▶ ASSIGNMENT: All lines in the material containing the word "roads" need to be copied.

▶ DATA FOR ANALYSIS:

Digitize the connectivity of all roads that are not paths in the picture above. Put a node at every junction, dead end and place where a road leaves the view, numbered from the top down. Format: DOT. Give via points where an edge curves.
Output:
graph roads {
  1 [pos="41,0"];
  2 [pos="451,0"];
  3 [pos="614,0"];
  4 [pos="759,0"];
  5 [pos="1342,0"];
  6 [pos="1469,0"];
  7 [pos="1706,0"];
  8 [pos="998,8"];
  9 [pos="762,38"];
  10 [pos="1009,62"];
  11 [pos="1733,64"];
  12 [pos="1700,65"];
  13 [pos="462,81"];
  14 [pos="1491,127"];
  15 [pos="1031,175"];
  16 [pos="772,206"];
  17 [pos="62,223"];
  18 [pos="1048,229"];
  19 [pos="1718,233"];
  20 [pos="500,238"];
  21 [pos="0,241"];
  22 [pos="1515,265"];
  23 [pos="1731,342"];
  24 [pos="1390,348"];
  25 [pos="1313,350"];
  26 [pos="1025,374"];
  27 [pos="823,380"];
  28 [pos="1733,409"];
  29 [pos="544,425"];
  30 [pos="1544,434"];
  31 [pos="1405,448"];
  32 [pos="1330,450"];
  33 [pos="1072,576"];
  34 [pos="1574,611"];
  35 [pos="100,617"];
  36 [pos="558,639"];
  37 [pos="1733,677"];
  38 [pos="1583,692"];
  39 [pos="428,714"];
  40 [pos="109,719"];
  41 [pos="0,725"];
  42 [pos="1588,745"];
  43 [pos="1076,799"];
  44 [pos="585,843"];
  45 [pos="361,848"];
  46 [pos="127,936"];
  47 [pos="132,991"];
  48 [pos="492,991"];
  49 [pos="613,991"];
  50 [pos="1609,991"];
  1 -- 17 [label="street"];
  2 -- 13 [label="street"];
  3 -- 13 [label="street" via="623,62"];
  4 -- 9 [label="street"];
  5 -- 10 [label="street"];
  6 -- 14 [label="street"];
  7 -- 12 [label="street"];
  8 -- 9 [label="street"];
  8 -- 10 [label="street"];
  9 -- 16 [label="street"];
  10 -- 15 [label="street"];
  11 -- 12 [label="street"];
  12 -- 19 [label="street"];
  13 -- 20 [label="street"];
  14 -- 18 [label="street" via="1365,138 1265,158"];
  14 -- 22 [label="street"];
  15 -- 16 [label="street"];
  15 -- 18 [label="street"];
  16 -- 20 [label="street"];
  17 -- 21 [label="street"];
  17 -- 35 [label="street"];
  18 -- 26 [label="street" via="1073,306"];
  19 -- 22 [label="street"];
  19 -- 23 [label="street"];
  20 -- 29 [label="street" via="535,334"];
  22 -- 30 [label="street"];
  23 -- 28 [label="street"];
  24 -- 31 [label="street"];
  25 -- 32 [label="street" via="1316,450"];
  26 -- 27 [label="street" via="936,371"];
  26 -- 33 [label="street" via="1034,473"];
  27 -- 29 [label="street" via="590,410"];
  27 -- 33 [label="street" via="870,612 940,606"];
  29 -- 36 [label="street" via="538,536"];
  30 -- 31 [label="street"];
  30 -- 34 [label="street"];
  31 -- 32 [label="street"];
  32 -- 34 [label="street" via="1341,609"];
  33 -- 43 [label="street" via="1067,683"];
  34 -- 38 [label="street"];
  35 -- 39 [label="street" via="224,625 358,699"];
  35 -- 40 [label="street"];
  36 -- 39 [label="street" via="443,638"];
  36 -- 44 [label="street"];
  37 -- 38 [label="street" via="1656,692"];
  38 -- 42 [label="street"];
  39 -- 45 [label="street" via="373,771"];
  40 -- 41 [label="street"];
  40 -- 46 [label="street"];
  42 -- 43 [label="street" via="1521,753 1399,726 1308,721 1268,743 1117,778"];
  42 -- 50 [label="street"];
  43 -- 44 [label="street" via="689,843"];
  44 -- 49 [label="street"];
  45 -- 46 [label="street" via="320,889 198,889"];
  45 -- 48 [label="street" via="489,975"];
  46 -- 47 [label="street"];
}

▶ OUTPUT:
Digitize the connectivity of all roads that are not paths in the picture above. Put a node at every junction, dead end and place where a road leaves the view, numbered from the top down. Format: DOT. Give via points where an edge curves.
graph roads {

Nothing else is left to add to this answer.